Rewarding myself with progress on these steps is essential for an R and R.

The Template

Here are the four categories into which I put every comment from each reader. I’ve also provided recommended actions to take with each one.

No. 1. Praise. I list any complimentary comments according to Reader A, Reader B or both. I put in page numbers if they are available.

Action: I don’t touch anything that both readers love, and you shouldn’t, either. Be very careful changing anything even one reader loves if the other one doesn’t mention it. The easiest way to defeat yourself with an R and R is to revise the good parts that don’t need revision.

No. 2. Small, easy, fixable things. These include typos, fact errors, run-on sentences, clarity points and the like. Again, I list these according to Reader A, Reader B or both.

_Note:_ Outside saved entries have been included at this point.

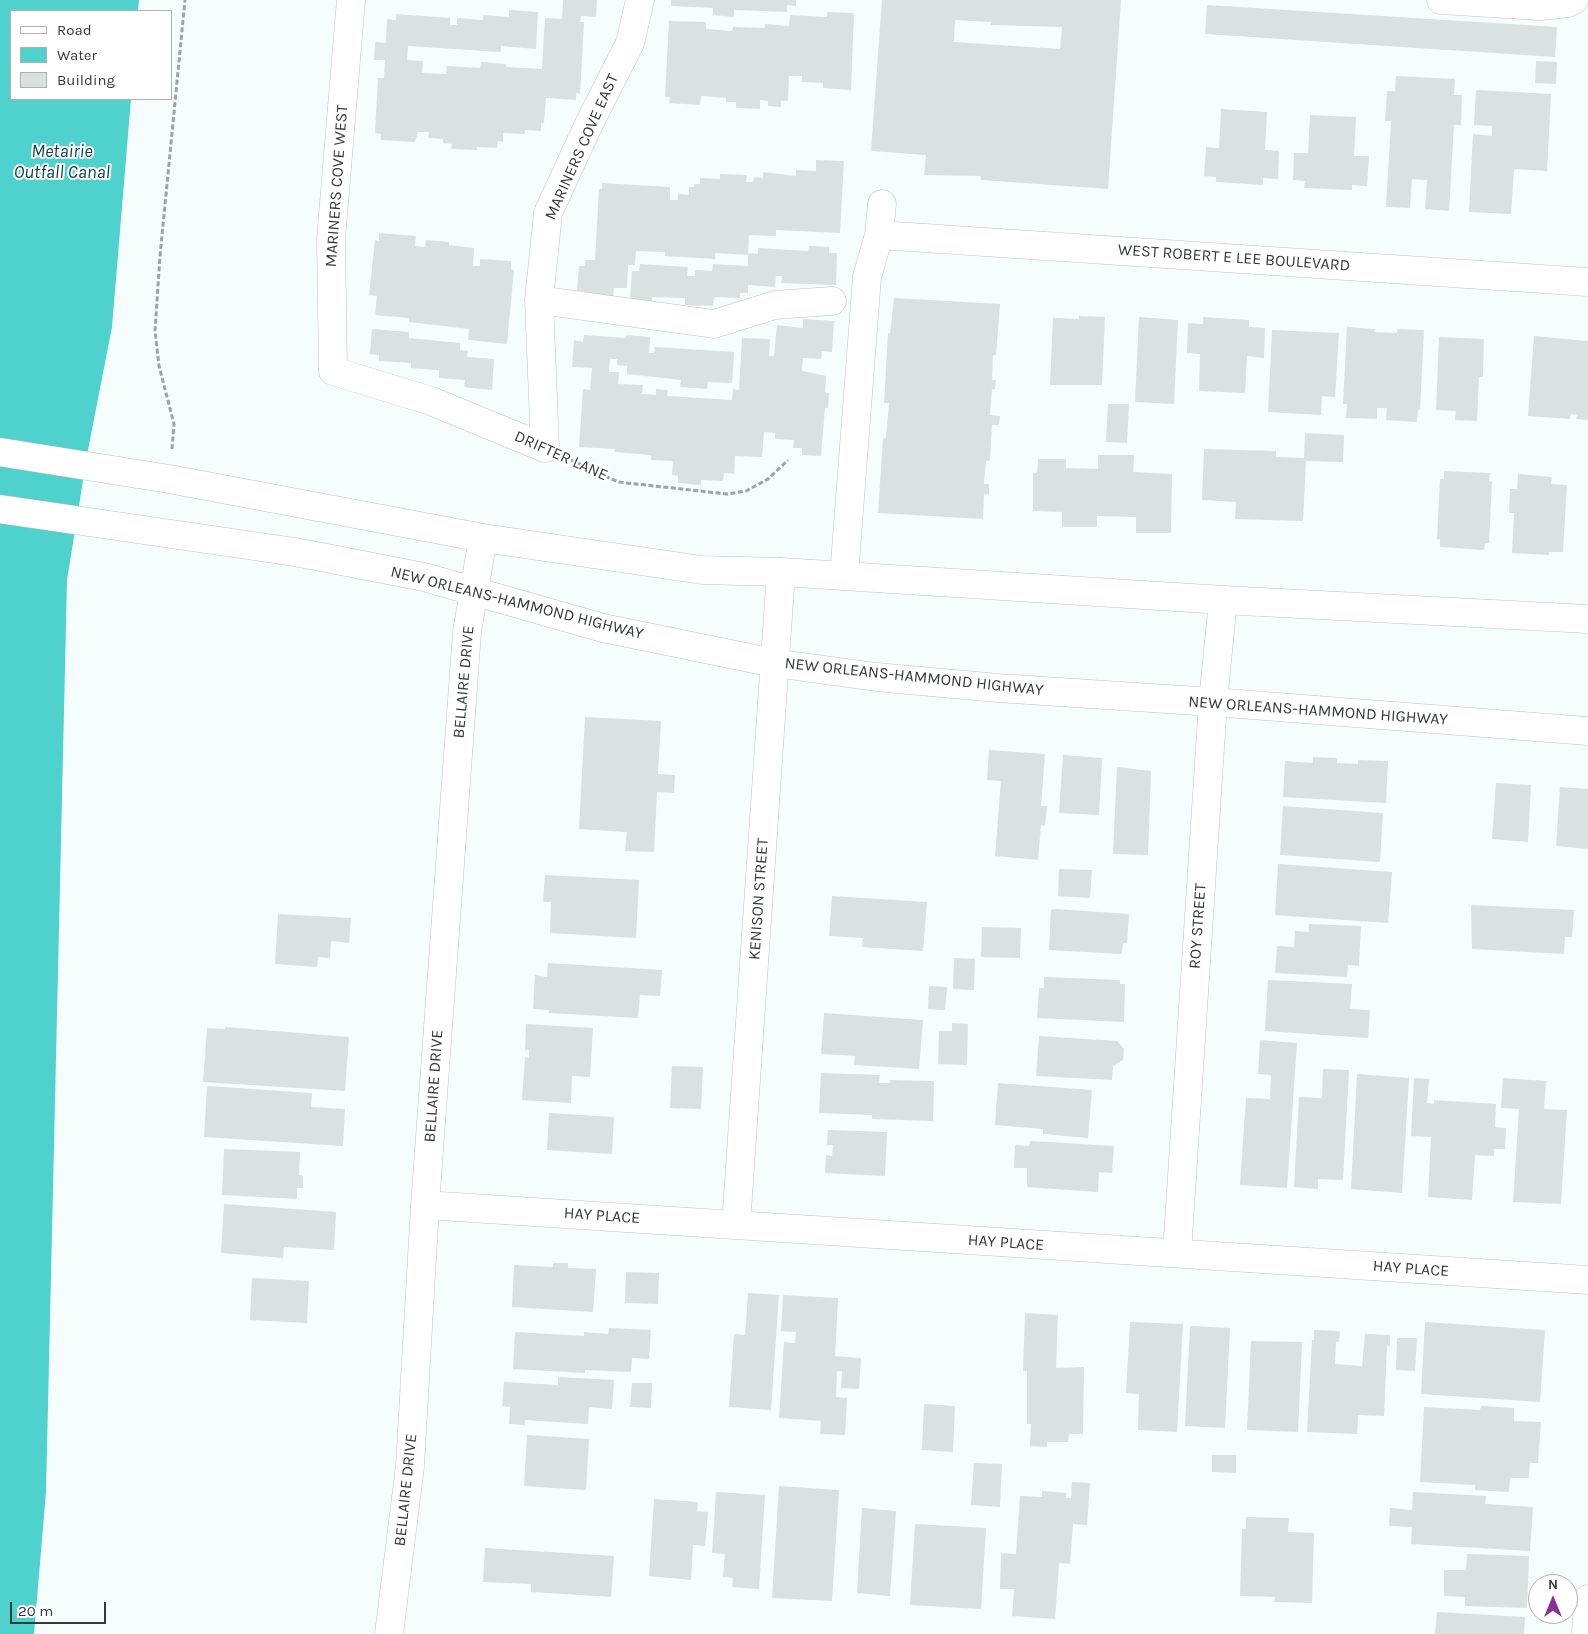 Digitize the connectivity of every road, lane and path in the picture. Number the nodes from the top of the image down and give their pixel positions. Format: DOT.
graph roads {
  1 [pos="185,0"];
  2 [pos="351,0"];
  3 [pos="640,0"];
  4 [pos="1441,0"];
  5 [pos="1574,0"];
  6 [pos="882,204"];
  7 [pos="879,235"];
  8 [pos="1588,282"];
  9 [pos="539,300"];
  10 [pos="832,301"];
  11 [pos="333,371"];
  12 [pos="546,448"];
  13 [pos="0,452"];
  14 [pos="788,460"];
  15 [pos="169,479"];
  16 [pos="0,509"];
  17 [pos="483,538"];
  18 [pos="781,572"];
  19 [pos="844,576"];
  20 [pos="474,591"];
  21 [pos="1223,600"];
  22 [pos="1588,619"];
  23 [pos="774,663"];
  24 [pos="1213,702"];
  25 [pos="1588,731"];
  26 [pos="425,1205"];
  27 [pos="736,1225"];
  28 [pos="1178,1254"];
  29 [pos="1588,1280"];
  30 [pos="1588,1599"];
  31 [pos="389,1634"];
  32 [pos="1586,1634"];
  1 -- 15 [label="path"];
  2 -- 11 [label="street, MARINERS COVE WEST"];
  3 -- 9 [label="street, MARINERS COVE EAST"];
  4 -- 5 [label="street"];
  6 -- 7 [label="street"];
  7 -- 8 [label="street, WEST ROBERT E LEE BOULEVARD"];
  7 -- 19 [label="street"];
  9 -- 10 [label="street"];
  9 -- 12 [label="street, MARINERS COVE EAST"];
  11 -- 12 [label="street, DRIFTER LANE"];
  12 -- 14 [label="path, DRIFTER LANE"];
  13 -- 15 [label="street"];
  15 -- 17 [label="street"];
  16 -- 20 [label="street, NEW ORLEANS-HAMMOND HIGHWAY"];
  17 -- 18 [label="street"];
  17 -- 20 [label="street, BELLAIRE DRIVE"];
  18 -- 19 [label="street"];
  18 -- 23 [label="street, KENISON STREET"];
  19 -- 21 [label="street"];
  20 -- 23 [label="street, NEW ORLEANS-HAMMOND HIGHWAY"];
  20 -- 26 [label="street, BELLAIRE DRIVE"];
  21 -- 22 [label="street"];
  21 -- 24 [label="street, ROY STREET"];
  23 -- 24 [label="street, NEW ORLEANS-HAMMOND HIGHWAY"];
  23 -- 27 [label="street, KENISON STREET"];
  24 -- 25 [label="street, NEW ORLEANS-HAMMOND HIGHWAY"];
  24 -- 28 [label="street, ROY STREET"];
  26 -- 27 [label="street, HAY PLACE"];
  26 -- 31 [label="street, BELLAIRE DRIVE"];
  27 -- 28 [label="street, HAY PLACE"];
  28 -- 29 [label="street, HAY PLACE"];
  30 -- 32 [label="street"];
}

Action: I like to fix simple things first. I literally go through the new manuscript in its new revision 2 font and make all these changes. Every time I make a change, I check it off on my No. 2 sheet: Small, Easy, Fixable Things. This is a great psychological warmup for tackling the next step.

No. 3. Large, conceptual, and structural revisions. This is where I do much more extensive work on the piece.

Action: Sometimes I do this with a trusted writing group or friend. I like to make the revision first, then show someone the before and the reader’s comment and the after and get feedback. It’s easy to get lost. I do not have a method for whether to do both or the one or the other first. But I like to get feedback on how I’m doing any time I feel stuck.

No. 4. Paranoid readings of readers’ reports. This is what I think is actually happening in reader’s reports but that they aren’t saying. Vocalized, paranoid readings usually go something like: “I’m sure I know who Reader A was. He’s a misogynist and hates feminist work.”

Paranoid readings overemphasize critique and undervalue the readers’ support. In my experience, paranoid reading is typically wrong.

NB: I was editor of American Literature for a decade and heard versions of this paranoid reading dozens of times, including guesses about the specific person who must have written the report. About 99 percent of the time, people were wrong in their guesses. Often, it was not some enemy from a different critical camp but a friend/colleague who offered critique in the hopes that it would make the final essay even stronger.

Action: The only thing to do with any such paranoid feeling is to label it: “This is my suspicion, my paranoia. This is not actually in the reports. I’m going to just leave it there and not change a thing in the essay to feed this paranoia. It’s like trolls: Don’t Feed the Paranoia.”

I have used this method for a few decades, on both scholarly and trade nonfiction and on fiction, too. I hope you might find it useful to see what someone who has written lots of books, articles, papers and talks does with reader’s reports. You’ll find your own method as you think about how to read and respond to feedback, and turn it from dreaded to amazing. I know revision can be difficult, but I also know what a gift good feedback is, and I am grateful.